*** Record extracts ***

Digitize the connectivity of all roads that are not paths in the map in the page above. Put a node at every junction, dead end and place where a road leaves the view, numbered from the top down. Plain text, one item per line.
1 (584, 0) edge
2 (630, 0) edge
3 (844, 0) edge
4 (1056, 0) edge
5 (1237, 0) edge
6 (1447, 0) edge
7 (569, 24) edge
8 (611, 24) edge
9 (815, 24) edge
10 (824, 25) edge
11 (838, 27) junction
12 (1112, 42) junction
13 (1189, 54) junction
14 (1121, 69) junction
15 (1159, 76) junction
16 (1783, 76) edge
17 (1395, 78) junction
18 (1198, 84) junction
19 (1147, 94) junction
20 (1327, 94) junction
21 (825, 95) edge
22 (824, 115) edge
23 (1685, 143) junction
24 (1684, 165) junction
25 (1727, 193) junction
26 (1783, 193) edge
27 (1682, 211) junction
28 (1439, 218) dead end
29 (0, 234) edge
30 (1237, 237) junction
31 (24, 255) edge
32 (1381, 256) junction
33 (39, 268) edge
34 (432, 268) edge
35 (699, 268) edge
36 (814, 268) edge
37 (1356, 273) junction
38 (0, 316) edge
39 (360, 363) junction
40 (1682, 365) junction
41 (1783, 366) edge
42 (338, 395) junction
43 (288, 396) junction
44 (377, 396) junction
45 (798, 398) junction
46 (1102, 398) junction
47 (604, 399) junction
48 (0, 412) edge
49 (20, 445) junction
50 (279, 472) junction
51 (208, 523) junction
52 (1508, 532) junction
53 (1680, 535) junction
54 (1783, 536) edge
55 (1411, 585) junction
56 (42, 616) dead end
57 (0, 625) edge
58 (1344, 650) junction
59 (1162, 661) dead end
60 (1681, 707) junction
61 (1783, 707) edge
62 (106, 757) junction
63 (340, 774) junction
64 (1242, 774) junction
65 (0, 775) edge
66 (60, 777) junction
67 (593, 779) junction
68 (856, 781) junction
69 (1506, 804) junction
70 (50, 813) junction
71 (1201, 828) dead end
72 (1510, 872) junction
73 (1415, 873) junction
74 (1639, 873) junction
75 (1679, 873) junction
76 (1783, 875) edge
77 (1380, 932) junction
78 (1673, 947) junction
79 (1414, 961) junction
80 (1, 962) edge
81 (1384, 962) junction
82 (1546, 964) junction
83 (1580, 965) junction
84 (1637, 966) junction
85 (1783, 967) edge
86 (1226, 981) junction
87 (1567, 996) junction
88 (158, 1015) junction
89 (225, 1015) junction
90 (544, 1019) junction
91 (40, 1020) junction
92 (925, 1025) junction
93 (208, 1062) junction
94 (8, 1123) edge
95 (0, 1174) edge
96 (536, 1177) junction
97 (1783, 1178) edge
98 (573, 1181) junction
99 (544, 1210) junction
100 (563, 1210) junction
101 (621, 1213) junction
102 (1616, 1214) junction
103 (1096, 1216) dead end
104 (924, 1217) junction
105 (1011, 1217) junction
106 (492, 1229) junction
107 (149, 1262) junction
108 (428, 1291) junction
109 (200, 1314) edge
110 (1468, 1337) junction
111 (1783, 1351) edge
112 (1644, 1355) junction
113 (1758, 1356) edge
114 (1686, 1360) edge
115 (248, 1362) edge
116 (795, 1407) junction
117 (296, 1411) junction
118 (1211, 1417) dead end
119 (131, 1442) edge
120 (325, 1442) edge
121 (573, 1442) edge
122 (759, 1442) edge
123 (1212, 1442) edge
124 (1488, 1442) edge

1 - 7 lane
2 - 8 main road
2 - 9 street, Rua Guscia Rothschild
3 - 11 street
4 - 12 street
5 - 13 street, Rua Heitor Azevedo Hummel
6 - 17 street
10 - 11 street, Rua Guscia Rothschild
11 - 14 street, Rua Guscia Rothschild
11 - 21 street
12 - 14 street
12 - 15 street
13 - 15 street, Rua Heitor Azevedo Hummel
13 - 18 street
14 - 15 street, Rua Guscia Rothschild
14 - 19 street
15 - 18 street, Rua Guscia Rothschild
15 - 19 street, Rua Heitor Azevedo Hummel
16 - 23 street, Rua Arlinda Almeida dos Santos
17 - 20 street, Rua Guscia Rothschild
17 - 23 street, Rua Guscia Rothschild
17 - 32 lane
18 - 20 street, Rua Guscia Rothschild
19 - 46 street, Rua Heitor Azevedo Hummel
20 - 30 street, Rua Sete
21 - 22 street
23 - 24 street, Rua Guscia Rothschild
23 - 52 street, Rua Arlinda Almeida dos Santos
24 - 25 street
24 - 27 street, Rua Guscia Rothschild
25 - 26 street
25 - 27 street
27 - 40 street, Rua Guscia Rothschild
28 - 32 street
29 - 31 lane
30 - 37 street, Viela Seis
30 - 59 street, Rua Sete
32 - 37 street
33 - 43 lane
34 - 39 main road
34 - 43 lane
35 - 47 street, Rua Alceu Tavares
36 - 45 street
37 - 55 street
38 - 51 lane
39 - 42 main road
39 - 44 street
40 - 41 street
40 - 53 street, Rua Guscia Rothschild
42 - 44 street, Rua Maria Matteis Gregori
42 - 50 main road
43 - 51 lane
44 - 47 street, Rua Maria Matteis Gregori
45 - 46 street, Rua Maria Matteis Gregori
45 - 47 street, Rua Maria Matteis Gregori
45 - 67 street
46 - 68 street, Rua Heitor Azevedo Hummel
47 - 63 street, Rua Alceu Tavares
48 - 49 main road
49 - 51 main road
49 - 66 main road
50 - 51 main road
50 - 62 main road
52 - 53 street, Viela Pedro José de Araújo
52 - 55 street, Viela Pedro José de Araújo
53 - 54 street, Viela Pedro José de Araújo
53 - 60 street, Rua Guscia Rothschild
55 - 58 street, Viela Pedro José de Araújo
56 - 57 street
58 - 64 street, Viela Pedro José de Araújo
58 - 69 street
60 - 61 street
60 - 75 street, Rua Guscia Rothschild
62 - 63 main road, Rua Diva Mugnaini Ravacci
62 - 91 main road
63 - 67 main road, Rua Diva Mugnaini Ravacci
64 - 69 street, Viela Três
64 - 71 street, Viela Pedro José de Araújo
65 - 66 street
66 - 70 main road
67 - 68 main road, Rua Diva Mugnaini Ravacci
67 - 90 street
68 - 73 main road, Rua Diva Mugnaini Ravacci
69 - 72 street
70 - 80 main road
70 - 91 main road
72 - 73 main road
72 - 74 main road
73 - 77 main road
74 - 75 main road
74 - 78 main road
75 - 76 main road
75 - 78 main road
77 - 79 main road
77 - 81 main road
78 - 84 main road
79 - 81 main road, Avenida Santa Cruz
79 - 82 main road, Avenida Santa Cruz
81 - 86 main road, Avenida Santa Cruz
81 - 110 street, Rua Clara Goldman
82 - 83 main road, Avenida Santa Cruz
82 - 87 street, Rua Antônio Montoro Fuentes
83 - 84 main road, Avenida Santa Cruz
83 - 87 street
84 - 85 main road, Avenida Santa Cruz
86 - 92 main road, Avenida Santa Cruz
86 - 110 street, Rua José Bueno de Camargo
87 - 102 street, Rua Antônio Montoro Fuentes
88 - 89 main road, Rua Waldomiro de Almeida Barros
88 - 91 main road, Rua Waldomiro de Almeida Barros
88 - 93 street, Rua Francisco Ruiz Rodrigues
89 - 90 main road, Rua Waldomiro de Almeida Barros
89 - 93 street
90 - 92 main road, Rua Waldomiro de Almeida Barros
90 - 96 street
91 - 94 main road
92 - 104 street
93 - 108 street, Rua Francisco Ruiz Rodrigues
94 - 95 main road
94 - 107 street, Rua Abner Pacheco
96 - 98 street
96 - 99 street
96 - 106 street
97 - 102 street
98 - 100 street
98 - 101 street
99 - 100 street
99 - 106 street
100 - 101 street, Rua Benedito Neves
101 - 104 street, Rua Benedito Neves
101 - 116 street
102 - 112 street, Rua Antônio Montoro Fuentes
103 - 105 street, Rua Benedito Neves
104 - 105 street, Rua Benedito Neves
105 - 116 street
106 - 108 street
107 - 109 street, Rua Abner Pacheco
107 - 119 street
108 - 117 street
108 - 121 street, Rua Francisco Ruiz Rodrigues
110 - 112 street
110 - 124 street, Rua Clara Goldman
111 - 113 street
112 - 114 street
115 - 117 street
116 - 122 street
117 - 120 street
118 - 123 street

*** End of Record extracts ***

### How to complete this task
All lines in the records with the string "Matteis" should be copied out.

### Task result
42 - 44 street, Rua Maria Matteis Gregori
44 - 47 street, Rua Maria Matteis Gregori
45 - 46 street, Rua Maria Matteis Gregori
45 - 47 street, Rua Maria Matteis Gregori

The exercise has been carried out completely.